=== Exercise ===
Go through the data below. Pull out every line that has the word "Garden".

=== Supplied entries ===
************

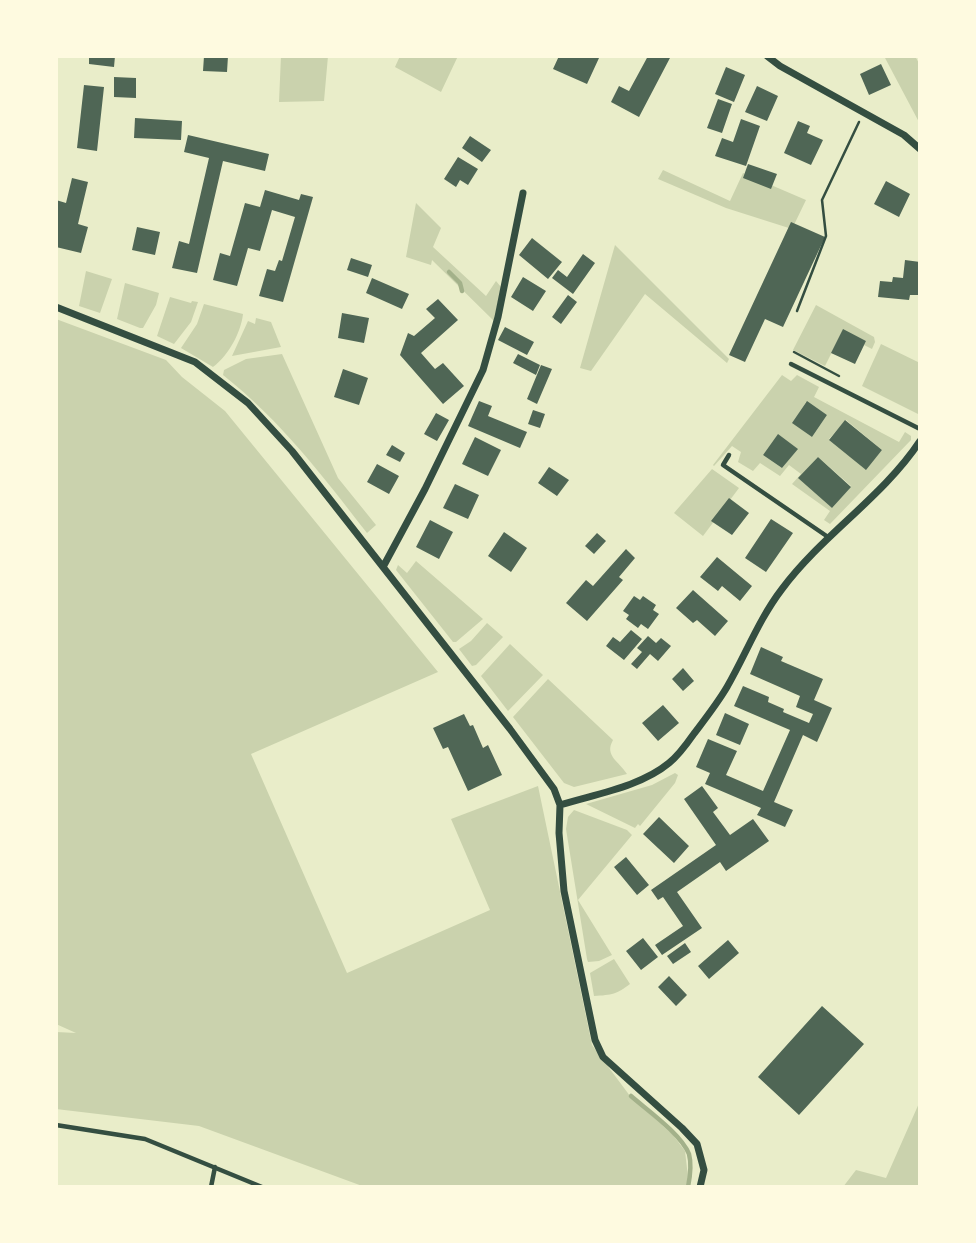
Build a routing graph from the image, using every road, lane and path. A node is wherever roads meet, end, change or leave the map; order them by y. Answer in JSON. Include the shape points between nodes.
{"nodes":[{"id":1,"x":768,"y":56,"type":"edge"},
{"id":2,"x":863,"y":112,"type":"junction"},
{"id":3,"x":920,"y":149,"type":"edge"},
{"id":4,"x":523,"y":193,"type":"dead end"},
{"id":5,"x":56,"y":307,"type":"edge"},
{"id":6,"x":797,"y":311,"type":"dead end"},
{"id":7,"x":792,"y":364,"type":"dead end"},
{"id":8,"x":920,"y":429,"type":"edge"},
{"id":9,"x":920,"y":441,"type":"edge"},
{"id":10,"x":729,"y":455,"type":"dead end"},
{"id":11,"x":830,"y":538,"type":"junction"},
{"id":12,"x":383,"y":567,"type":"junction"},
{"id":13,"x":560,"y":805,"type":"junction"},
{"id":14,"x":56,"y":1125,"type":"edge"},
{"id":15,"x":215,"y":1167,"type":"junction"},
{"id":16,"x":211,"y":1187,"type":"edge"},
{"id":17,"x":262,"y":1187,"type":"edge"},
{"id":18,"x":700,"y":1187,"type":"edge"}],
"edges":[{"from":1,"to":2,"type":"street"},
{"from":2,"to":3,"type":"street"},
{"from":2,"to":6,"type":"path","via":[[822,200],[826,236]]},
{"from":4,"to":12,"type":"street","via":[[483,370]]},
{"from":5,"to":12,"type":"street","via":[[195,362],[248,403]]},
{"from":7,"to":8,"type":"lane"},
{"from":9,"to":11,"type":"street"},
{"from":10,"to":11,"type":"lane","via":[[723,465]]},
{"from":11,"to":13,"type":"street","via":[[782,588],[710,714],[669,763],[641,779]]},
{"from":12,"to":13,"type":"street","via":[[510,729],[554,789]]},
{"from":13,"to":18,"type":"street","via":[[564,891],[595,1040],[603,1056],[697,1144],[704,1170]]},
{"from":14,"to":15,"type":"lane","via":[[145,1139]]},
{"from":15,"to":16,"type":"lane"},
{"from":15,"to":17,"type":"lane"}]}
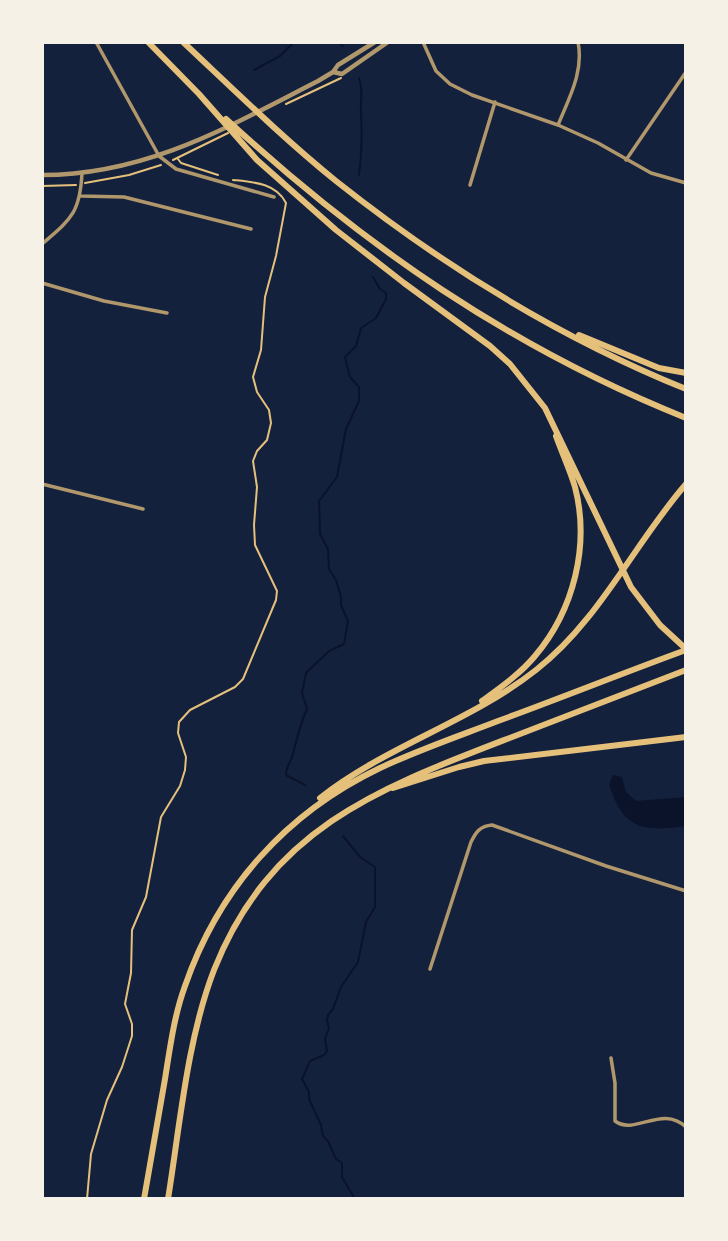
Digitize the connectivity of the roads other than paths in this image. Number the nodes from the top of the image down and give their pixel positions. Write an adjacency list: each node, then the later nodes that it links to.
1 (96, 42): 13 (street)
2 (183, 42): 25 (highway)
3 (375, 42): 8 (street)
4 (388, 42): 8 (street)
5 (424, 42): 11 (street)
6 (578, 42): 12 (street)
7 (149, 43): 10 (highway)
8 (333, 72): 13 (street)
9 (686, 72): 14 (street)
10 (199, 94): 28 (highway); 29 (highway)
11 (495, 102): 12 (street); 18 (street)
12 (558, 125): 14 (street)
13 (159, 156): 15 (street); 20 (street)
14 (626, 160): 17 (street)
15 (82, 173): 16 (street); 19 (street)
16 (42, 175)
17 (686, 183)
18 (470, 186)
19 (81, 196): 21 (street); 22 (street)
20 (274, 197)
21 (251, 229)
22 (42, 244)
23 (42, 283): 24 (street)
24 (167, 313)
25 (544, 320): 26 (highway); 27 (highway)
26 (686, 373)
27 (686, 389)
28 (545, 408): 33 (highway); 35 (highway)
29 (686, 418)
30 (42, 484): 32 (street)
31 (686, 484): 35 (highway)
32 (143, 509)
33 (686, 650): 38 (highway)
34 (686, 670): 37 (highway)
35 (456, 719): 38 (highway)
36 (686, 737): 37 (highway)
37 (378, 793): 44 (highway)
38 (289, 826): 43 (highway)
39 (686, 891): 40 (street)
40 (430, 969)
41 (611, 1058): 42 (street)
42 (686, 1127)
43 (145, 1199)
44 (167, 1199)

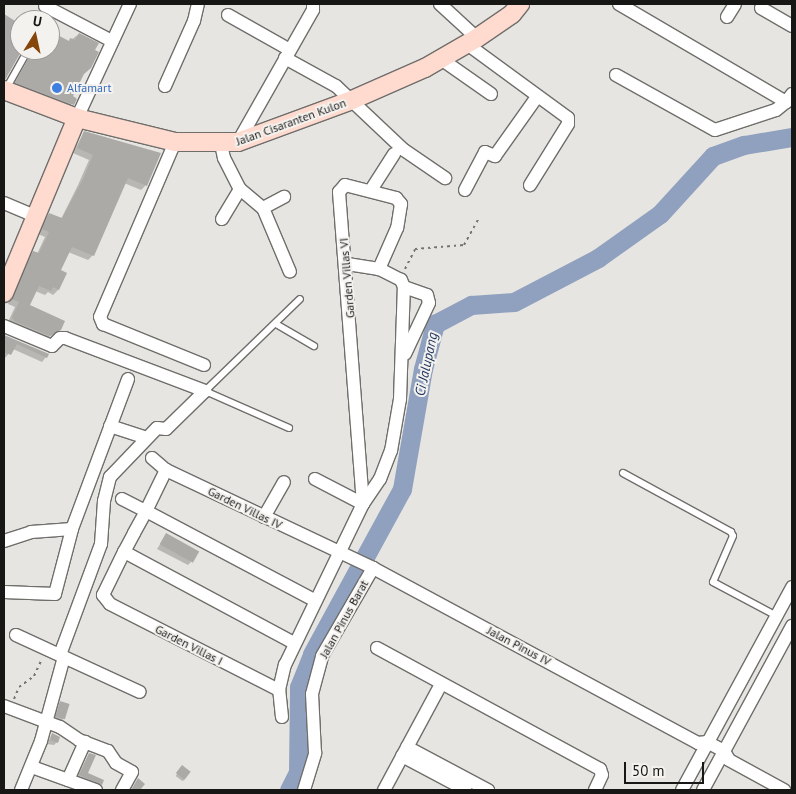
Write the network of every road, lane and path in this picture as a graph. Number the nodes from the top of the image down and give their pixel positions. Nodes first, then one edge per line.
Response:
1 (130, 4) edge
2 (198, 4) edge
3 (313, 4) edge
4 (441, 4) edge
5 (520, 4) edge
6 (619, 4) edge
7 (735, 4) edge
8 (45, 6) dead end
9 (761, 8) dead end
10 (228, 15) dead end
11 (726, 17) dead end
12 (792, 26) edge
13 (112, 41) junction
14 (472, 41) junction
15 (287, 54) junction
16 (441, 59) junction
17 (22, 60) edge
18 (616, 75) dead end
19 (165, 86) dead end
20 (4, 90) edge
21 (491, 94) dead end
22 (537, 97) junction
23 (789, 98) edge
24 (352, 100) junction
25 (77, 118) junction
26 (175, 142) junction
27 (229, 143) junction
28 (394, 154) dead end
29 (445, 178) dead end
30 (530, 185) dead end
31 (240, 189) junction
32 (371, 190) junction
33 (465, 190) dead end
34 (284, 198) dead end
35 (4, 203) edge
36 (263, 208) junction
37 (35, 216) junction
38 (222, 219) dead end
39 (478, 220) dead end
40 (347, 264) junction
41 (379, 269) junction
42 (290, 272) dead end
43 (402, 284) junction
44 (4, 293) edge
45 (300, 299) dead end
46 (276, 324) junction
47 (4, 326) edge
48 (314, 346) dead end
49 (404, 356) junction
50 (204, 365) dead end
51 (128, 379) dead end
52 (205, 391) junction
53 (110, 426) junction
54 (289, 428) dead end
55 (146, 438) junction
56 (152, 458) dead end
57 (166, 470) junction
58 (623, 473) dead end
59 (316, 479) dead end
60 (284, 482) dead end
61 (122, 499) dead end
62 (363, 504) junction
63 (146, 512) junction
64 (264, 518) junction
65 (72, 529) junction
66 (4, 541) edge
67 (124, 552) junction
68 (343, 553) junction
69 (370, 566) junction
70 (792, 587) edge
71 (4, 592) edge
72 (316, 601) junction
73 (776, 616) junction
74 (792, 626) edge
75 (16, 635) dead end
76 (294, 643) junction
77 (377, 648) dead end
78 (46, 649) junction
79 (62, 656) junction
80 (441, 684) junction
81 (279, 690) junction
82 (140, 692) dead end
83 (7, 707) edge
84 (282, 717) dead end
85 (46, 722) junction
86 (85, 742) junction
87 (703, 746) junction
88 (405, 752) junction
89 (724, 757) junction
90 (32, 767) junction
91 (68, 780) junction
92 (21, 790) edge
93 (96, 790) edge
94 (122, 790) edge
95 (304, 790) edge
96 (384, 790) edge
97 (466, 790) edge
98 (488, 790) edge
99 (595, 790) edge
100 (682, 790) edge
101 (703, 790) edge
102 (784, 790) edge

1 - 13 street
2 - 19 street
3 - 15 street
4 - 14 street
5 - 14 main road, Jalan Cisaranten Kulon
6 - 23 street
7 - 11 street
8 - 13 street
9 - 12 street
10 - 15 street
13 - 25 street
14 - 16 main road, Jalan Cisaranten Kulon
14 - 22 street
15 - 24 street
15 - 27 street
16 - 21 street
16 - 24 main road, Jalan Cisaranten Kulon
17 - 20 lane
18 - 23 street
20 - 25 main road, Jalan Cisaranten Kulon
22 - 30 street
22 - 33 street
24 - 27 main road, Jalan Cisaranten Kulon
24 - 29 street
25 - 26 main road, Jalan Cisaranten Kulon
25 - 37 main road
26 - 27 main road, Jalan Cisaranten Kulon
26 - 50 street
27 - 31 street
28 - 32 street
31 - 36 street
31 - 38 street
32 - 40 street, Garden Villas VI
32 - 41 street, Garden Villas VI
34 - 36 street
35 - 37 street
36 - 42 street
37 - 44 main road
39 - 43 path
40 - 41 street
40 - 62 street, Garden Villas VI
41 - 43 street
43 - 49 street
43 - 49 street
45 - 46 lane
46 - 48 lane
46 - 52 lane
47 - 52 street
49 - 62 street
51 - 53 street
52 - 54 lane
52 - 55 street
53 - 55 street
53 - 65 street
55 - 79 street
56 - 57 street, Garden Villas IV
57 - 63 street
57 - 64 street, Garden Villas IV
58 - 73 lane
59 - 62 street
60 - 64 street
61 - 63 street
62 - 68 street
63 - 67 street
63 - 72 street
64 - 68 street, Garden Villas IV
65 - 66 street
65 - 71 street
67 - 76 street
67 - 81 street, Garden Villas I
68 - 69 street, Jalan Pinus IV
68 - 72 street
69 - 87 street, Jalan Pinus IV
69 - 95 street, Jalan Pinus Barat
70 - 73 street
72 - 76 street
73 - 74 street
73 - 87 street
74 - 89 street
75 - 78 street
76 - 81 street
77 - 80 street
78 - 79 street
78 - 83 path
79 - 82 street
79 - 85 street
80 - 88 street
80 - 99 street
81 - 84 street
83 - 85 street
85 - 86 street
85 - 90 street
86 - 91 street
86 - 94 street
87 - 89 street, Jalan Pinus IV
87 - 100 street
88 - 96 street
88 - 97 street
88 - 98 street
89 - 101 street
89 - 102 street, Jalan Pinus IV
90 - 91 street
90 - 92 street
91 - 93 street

************

=== Exercise result ===
32 - 40 street, Garden Villas VI
32 - 41 street, Garden Villas VI
40 - 62 street, Garden Villas VI
56 - 57 street, Garden Villas IV
57 - 64 street, Garden Villas IV
64 - 68 street, Garden Villas IV
67 - 81 street, Garden Villas I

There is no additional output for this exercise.